PROBLEM DESCRIPTION: Every line in the entries that holds "Hahnenkammstraße" should be identified and copied.

DATA EXCERPTS:
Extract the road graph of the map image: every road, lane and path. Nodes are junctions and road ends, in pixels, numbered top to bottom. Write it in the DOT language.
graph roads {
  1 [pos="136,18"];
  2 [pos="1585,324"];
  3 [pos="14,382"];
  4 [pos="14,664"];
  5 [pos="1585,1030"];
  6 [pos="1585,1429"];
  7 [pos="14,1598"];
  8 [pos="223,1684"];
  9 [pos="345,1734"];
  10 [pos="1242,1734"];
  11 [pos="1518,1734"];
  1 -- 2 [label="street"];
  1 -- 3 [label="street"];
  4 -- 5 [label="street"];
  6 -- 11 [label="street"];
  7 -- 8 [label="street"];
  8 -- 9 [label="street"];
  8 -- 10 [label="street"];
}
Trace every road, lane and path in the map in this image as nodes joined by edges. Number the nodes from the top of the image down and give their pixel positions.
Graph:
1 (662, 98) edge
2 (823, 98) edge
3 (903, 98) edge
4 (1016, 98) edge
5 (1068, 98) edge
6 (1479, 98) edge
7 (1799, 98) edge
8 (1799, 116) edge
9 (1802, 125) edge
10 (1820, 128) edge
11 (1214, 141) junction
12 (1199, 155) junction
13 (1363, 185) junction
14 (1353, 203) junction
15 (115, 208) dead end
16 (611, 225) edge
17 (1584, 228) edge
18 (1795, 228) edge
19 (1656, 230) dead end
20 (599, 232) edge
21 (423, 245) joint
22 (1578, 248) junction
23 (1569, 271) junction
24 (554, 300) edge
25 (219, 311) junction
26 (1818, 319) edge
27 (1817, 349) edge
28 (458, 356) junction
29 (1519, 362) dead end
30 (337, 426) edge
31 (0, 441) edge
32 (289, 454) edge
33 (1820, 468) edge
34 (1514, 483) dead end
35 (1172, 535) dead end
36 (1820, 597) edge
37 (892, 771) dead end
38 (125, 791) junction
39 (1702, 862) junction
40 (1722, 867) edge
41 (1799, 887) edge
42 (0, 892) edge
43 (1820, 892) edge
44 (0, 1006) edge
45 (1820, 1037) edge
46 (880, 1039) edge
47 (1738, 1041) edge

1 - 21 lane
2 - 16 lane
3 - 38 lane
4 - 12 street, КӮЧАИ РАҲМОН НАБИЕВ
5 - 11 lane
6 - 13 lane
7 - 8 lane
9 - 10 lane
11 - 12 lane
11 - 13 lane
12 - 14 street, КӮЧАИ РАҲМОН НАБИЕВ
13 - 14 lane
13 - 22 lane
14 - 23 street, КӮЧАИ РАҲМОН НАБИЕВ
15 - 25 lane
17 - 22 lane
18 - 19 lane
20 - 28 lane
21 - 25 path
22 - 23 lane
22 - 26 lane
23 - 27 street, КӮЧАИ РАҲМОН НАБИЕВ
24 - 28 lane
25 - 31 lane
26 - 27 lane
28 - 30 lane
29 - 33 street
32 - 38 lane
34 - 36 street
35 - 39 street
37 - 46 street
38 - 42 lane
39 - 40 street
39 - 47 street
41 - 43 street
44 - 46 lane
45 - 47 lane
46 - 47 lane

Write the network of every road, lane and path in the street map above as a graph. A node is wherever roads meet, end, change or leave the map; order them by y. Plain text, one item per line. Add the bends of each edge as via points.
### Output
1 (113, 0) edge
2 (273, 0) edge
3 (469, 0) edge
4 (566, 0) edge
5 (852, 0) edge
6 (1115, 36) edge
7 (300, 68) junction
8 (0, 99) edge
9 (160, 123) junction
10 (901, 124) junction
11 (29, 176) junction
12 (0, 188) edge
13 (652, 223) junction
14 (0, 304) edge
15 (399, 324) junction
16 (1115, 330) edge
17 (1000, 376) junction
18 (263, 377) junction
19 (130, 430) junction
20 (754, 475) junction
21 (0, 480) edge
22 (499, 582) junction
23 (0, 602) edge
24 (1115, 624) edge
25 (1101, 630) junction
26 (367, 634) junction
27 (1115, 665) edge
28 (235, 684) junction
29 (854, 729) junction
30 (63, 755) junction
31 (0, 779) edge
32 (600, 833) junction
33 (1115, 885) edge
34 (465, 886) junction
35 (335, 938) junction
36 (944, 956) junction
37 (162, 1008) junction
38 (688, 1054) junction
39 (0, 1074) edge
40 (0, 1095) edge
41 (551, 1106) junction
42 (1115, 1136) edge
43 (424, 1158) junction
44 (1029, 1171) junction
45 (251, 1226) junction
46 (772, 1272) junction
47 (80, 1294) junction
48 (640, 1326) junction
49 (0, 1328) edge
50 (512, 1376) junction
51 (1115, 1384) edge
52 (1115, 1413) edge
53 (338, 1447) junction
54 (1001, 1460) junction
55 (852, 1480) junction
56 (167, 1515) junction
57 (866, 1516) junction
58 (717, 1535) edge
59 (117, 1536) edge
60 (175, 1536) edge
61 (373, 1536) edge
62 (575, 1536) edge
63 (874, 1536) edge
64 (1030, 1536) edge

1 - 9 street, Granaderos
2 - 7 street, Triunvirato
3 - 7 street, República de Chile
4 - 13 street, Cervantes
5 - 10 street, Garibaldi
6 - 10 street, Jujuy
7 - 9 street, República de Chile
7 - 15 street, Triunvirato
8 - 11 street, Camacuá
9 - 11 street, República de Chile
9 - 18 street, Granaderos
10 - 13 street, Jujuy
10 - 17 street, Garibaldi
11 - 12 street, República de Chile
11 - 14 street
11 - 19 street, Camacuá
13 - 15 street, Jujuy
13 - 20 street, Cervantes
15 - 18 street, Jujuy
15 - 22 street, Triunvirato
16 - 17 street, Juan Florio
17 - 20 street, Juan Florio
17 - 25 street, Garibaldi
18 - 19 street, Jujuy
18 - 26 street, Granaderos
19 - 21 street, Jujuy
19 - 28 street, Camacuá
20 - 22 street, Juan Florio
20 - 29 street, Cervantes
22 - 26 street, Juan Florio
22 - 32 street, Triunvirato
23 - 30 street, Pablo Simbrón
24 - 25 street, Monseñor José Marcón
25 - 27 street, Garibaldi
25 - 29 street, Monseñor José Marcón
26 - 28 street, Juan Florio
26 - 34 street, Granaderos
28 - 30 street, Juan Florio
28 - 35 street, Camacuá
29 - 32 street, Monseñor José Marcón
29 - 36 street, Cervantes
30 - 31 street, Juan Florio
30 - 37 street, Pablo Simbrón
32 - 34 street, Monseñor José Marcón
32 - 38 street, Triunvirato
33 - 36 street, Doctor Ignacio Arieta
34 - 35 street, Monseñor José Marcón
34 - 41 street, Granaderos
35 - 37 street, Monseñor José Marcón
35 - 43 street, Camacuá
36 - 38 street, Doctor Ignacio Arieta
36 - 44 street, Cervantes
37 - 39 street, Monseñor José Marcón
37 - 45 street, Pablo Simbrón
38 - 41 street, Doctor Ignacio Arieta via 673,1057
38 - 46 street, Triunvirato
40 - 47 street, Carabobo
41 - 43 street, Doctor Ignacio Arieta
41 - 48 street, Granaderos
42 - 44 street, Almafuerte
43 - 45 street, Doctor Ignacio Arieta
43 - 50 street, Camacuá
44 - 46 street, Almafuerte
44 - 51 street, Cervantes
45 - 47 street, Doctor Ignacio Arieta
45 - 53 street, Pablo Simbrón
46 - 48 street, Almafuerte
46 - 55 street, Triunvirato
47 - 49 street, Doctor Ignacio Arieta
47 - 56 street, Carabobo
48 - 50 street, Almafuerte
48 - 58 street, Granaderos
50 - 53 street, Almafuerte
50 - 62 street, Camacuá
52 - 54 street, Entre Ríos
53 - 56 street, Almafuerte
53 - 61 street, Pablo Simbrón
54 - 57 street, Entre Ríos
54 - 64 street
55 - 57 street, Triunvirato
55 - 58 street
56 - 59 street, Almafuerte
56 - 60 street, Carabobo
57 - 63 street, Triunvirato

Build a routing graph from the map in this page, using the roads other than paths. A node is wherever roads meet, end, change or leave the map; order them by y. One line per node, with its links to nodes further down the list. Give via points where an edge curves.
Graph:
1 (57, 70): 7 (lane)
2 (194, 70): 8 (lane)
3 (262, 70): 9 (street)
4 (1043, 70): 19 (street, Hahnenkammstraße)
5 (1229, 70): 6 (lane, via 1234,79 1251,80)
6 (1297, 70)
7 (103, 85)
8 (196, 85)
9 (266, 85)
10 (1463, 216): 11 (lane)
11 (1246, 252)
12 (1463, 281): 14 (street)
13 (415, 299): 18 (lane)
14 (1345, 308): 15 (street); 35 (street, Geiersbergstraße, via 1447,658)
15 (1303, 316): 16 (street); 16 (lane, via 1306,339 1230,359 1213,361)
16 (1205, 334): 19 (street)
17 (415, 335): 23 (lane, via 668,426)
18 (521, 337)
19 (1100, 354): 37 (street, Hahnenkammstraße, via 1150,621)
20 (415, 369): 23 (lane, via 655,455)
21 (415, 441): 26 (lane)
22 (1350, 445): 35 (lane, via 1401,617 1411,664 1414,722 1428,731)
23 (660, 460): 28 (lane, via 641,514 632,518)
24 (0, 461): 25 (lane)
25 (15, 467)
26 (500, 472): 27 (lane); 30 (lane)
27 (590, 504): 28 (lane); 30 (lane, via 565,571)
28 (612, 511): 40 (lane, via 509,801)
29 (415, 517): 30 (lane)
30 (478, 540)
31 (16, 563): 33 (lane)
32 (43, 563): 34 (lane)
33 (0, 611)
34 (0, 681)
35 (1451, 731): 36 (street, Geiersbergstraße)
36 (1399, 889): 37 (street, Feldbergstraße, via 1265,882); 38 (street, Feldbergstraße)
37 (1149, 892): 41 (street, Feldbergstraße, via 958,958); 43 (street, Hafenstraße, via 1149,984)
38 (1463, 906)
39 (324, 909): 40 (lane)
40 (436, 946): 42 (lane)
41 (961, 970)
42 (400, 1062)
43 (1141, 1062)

SOLUTION TO THIS TASK:
4 (1043, 70): 19 (street, Hahnenkammstraße)
19 (1100, 354): 37 (street, Hahnenkammstraße, via 1150,621)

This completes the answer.